[Records from a dataset]
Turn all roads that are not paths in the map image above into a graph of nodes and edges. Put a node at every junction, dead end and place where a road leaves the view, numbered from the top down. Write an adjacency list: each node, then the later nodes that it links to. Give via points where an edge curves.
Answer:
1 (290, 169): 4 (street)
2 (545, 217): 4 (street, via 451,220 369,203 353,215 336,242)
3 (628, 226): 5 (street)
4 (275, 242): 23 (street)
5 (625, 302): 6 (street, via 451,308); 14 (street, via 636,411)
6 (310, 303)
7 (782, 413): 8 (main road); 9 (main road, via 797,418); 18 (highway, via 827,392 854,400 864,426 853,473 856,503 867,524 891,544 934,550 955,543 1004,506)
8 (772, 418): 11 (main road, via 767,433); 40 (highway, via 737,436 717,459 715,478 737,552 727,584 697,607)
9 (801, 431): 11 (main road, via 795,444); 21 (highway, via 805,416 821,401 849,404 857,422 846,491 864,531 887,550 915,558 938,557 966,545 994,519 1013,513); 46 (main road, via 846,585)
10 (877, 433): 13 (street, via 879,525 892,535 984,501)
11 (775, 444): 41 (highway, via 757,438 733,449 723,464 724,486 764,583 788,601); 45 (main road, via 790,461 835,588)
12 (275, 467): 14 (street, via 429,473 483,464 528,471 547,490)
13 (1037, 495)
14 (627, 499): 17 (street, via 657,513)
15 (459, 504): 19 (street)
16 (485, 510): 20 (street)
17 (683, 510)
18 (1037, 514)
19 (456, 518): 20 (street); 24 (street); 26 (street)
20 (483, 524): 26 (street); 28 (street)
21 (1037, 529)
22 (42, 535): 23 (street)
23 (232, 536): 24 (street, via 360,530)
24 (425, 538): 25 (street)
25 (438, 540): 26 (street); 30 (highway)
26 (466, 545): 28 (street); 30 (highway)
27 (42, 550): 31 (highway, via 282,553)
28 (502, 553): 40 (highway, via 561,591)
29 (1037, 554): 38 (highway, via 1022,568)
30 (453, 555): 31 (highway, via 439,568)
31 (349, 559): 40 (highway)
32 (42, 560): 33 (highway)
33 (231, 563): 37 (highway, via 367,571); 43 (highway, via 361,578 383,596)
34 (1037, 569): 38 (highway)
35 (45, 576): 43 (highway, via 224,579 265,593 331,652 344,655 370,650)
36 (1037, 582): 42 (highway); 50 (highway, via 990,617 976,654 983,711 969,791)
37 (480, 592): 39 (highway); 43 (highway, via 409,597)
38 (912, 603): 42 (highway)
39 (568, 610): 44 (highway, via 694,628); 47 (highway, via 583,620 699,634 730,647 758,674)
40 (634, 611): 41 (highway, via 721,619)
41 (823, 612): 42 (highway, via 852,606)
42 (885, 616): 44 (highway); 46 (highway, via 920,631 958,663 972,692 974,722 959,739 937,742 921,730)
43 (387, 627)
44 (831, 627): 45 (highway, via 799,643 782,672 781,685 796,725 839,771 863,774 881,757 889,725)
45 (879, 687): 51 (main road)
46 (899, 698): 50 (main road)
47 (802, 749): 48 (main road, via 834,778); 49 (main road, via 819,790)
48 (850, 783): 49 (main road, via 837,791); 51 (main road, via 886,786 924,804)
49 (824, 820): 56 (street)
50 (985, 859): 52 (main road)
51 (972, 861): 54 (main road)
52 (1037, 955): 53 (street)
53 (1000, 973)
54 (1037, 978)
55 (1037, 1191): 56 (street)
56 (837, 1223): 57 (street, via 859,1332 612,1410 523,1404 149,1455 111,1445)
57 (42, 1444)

• _WHAT YOU SHOULD DO_: Please transcribe each of the entries, exactly as written.

• _EXERCISE SOLUTION_:
Turn all roads that are not paths in the map image above into a graph of nodes and edges. Put a node at every junction, dead end and place where a road leaves the view, numbered from the top down. Write an adjacency list: each node, then the later nodes that it links to. Give via points where an edge curves.
Answer:
1 (290, 169): 4 (street)
2 (545, 217): 4 (street, via 451,220 369,203 353,215 336,242)
3 (628, 226): 5 (street)
4 (275, 242): 23 (street)
5 (625, 302): 6 (street, via 451,308); 14 (street, via 636,411)
6 (310, 303)
7 (782, 413): 8 (main road); 9 (main road, via 797,418); 18 (highway, via 827,392 854,400 864,426 853,473 856,503 867,524 891,544 934,550 955,543 1004,506)
8 (772, 418): 11 (main road, via 767,433); 40 (highway, via 737,436 717,459 715,478 737,552 727,584 697,607)
9 (801, 431): 11 (main road, via 795,444); 21 (highway, via 805,416 821,401 849,404 857,422 846,491 864,531 887,550 915,558 938,557 966,545 994,519 1013,513); 46 (main road, via 846,585)
10 (877, 433): 13 (street, via 879,525 892,535 984,501)
11 (775, 444): 41 (highway, via 757,438 733,449 723,464 724,486 764,583 788,601); 45 (main road, via 790,461 835,588)
12 (275, 467): 14 (street, via 429,473 483,464 528,471 547,490)
13 (1037, 495)
14 (627, 499): 17 (street, via 657,513)
15 (459, 504): 19 (street)
16 (485, 510): 20 (street)
17 (683, 510)
18 (1037, 514)
19 (456, 518): 20 (street); 24 (street); 26 (street)
20 (483, 524): 26 (street); 28 (street)
21 (1037, 529)
22 (42, 535): 23 (street)
23 (232, 536): 24 (street, via 360,530)
24 (425, 538): 25 (street)
25 (438, 540): 26 (street); 30 (highway)
26 (466, 545): 28 (street); 30 (highway)
27 (42, 550): 31 (highway, via 282,553)
28 (502, 553): 40 (highway, via 561,591)
29 (1037, 554): 38 (highway, via 1022,568)
30 (453, 555): 31 (highway, via 439,568)
31 (349, 559): 40 (highway)
32 (42, 560): 33 (highway)
33 (231, 563): 37 (highway, via 367,571); 43 (highway, via 361,578 383,596)
34 (1037, 569): 38 (highway)
35 (45, 576): 43 (highway, via 224,579 265,593 331,652 344,655 370,650)
36 (1037, 582): 42 (highway); 50 (highway, via 990,617 976,654 983,711 969,791)
37 (480, 592): 39 (highway); 43 (highway, via 409,597)
38 (912, 603): 42 (highway)
39 (568, 610): 44 (highway, via 694,628); 47 (highway, via 583,620 699,634 730,647 758,674)
40 (634, 611): 41 (highway, via 721,619)
41 (823, 612): 42 (highway, via 852,606)
42 (885, 616): 44 (highway); 46 (highway, via 920,631 958,663 972,692 974,722 959,739 937,742 921,730)
43 (387, 627)
44 (831, 627): 45 (highway, via 799,643 782,672 781,685 796,725 839,771 863,774 881,757 889,725)
45 (879, 687): 51 (main road)
46 (899, 698): 50 (main road)
47 (802, 749): 48 (main road, via 834,778); 49 (main road, via 819,790)
48 (850, 783): 49 (main road, via 837,791); 51 (main road, via 886,786 924,804)
49 (824, 820): 56 (street)
50 (985, 859): 52 (main road)
51 (972, 861): 54 (main road)
52 (1037, 955): 53 (street)
53 (1000, 973)
54 (1037, 978)
55 (1037, 1191): 56 (street)
56 (837, 1223): 57 (street, via 859,1332 612,1410 523,1404 149,1455 111,1445)
57 (42, 1444)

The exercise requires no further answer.